Storage shed being used as shelter destroyed in fire

Columbus firefighters were called to a storage shed fire at 625 Parkway Drive at 8:33 a.m. Tuesday, learning that the shed was being used for shelter.

When firefighters arrived, they found a 10-foot by 10-foot storage structure fully engulfed in the backyard of the home, said Capt. Mike Wilson, Columbus Fire Department spokesman.

An adult male at the scene told firefighters he was using the building as a shelter, and was inside it when the fire occurred, Wilson said. The man said he tried to put the fire out before smoke and heat forced him to leave the structure and told firefighters he didn’t know how the fire started.

As firefighters prepared to extinguish the fire, they discovered several liquid propane tanks stacked along the exterior of the building. Firefighters applied water to the building and the fire was quickly brought under control, Wilson said.

The flames consumed the roof and a majority of the wall boards leaving a heavily charred building frame. Firefighters pulled the remaining wall coverings off of the building and doused the smoldering materials within the interior. While overhauling the building, firefighters discovered an extension cord that led from the home to the storage building. Firefighters also saw what appeared to be a propane heating device within the interior of the storage shed, Wilson said.

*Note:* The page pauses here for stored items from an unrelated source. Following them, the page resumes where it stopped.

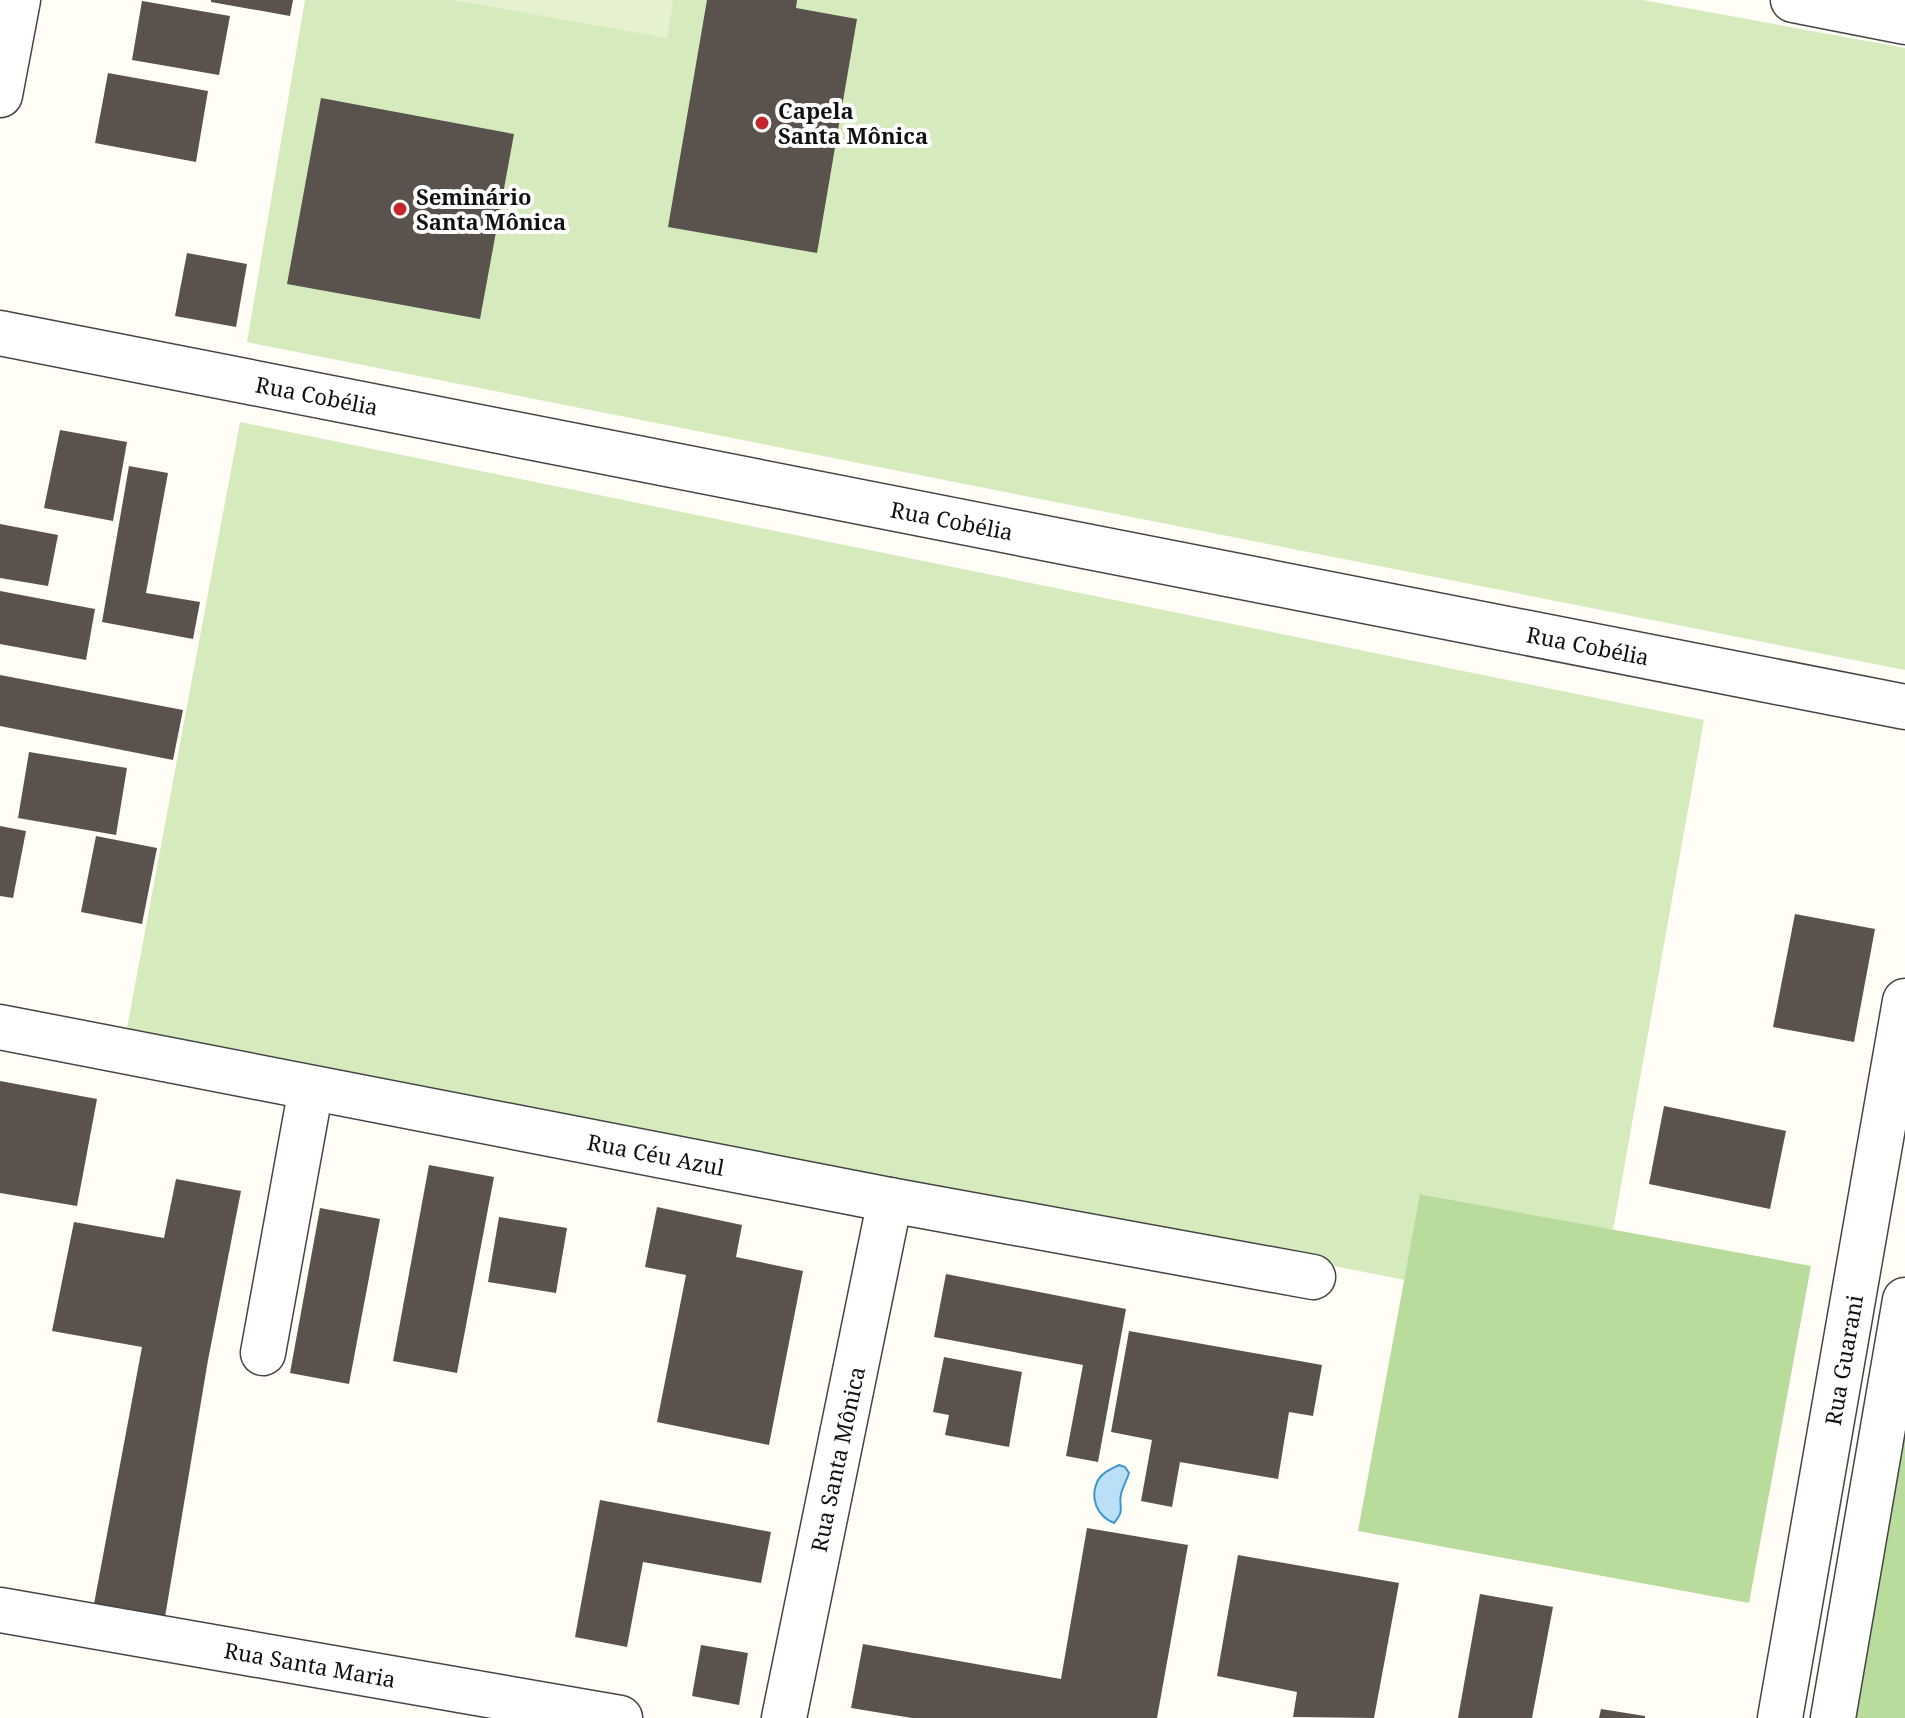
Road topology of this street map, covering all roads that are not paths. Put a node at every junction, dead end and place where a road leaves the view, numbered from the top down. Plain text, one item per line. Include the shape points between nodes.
1 (18, 0) edge
2 (1793, 0) edge
3 (1905, 22) edge
4 (0, 95) edge
5 (0, 333) edge
6 (1905, 707) edge
7 (1905, 1001) edge
8 (0, 1027) edge
9 (311, 1088) junction
10 (890, 1200) junction
11 (1313, 1277) dead end
12 (1905, 1300) edge
13 (263, 1353) dead end
14 (0, 1610) edge
15 (620, 1718) edge
16 (784, 1718) edge
17 (1780, 1718) edge
18 (1833, 1718) edge

1 - 4 street
2 - 3 street
5 - 6 street, Rua Cobélia
7 - 17 street, Rua Guarani
8 - 9 street, Rua Céu Azul
9 - 10 street, Rua Céu Azul
9 - 13 street
10 - 11 street, Rua Céu Azul
10 - 16 street, Rua Santa Mônica
12 - 18 street
14 - 15 street, Rua Santa Maria

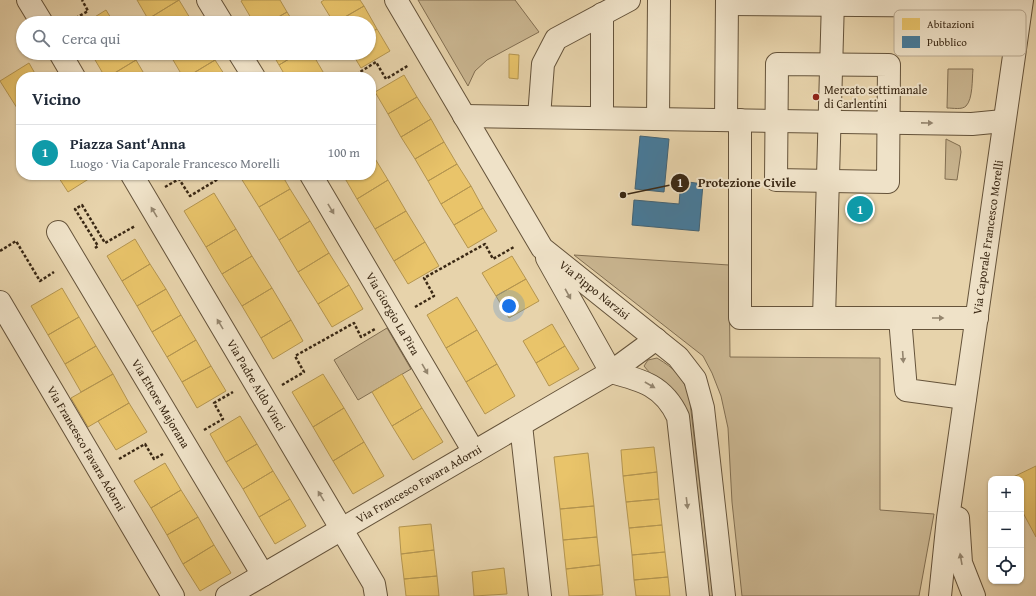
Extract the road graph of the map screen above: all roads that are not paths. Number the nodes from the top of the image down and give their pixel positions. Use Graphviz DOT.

The adult male was evaluated and released at the scene. The building was approximately 30 feet from the home and was not damaged. The storage building was a complete loss. Damages are estimated at $500. The cause of the fire is undetermined at this time, Wilson said.

Agencies that assisted at the scene include the Columbus Police Department, Columbus Regional Health Ambulance Service and Duke Energy.

While the official cause of this fire is currently undetermined, the Columbus Fire Department strongly encourages the safe use of any heating device and advises against the use of a propane or gas heating devices inside of a building or home. In addition to fire danger, gas heating devices can produce deadly carbon monoxide gas which is odorless and colorless. Extension cord usage, especially when used with a portable space heater device, can also create a fire hazard. Space heating devices require space. Combustibles should be kept at least 3 feet away from any heating device to prevent an accidental fire.